PROBLEM DETAILS: Check each line of the listing for the string "Avenue". Copy those where it appears.

INFORMATION SUPPLIED:
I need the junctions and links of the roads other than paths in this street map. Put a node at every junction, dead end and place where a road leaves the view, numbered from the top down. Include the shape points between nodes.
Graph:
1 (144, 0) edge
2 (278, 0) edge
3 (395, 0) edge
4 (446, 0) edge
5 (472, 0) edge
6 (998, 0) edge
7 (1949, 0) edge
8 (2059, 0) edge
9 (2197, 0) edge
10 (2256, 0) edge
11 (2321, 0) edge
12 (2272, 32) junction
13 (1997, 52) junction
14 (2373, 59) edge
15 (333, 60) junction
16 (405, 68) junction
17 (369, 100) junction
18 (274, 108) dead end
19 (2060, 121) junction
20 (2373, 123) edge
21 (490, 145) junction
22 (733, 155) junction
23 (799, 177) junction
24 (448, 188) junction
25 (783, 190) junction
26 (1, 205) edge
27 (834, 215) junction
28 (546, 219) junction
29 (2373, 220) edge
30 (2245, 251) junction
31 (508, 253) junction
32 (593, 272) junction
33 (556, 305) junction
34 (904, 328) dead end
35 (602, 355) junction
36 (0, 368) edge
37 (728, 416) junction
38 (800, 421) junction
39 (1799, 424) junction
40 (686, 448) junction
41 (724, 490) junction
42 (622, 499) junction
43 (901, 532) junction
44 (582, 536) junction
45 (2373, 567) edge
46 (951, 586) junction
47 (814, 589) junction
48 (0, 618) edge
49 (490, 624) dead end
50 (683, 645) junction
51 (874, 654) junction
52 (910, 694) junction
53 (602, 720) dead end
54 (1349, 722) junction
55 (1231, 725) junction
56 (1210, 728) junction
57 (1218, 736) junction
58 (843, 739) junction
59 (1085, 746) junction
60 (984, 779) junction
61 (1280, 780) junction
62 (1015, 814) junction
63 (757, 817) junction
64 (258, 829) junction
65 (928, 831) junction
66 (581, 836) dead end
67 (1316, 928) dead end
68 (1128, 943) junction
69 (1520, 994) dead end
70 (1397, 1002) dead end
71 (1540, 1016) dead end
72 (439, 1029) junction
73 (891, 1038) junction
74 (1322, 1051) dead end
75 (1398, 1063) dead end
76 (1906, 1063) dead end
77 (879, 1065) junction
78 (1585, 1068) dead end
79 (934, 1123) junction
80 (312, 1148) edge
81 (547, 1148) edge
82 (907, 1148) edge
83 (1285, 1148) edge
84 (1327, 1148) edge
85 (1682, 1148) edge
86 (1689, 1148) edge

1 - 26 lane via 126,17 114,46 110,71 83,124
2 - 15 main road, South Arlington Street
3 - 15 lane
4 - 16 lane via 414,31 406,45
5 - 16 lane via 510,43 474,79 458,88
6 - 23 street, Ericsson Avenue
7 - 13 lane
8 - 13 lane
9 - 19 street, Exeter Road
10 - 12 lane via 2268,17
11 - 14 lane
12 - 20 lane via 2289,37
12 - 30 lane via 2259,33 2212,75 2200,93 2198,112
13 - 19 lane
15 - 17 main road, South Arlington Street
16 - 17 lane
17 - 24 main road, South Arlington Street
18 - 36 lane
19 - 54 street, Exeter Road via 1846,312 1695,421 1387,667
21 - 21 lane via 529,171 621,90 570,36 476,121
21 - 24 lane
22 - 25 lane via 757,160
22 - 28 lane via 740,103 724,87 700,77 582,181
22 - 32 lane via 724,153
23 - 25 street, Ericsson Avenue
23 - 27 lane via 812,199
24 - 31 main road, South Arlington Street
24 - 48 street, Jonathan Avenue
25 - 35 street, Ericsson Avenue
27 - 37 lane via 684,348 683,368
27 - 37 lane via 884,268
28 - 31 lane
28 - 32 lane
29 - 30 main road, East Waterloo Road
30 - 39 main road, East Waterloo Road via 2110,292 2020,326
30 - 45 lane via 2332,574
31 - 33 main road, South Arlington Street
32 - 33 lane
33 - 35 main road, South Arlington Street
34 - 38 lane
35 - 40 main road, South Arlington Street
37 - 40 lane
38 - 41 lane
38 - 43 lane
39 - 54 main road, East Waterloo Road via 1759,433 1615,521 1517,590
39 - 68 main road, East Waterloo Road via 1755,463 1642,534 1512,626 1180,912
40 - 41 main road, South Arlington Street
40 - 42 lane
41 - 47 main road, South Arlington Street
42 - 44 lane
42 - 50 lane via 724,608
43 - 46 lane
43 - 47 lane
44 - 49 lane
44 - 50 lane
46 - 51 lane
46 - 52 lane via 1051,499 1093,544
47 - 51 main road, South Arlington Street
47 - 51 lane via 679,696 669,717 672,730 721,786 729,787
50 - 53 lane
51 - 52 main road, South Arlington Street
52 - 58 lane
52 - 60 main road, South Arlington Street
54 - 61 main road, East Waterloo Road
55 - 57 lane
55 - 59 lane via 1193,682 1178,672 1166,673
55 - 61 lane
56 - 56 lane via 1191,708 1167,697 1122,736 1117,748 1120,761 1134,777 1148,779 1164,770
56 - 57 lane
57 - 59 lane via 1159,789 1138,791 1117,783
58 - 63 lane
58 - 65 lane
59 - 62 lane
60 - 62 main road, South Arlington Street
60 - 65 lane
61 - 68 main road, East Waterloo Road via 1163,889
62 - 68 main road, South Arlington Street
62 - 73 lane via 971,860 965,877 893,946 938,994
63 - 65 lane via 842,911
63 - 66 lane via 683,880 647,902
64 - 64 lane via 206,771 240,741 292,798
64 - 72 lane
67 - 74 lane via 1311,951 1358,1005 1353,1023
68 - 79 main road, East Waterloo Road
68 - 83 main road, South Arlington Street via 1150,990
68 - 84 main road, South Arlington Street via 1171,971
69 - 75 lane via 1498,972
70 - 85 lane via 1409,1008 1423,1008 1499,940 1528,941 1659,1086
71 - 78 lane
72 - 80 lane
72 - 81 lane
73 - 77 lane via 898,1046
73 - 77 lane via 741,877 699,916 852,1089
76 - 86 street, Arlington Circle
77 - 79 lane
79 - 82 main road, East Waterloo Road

OUTPUT BELOW:
6 - 23 street, Ericsson Avenue
23 - 25 street, Ericsson Avenue
24 - 48 street, Jonathan Avenue
25 - 35 street, Ericsson Avenue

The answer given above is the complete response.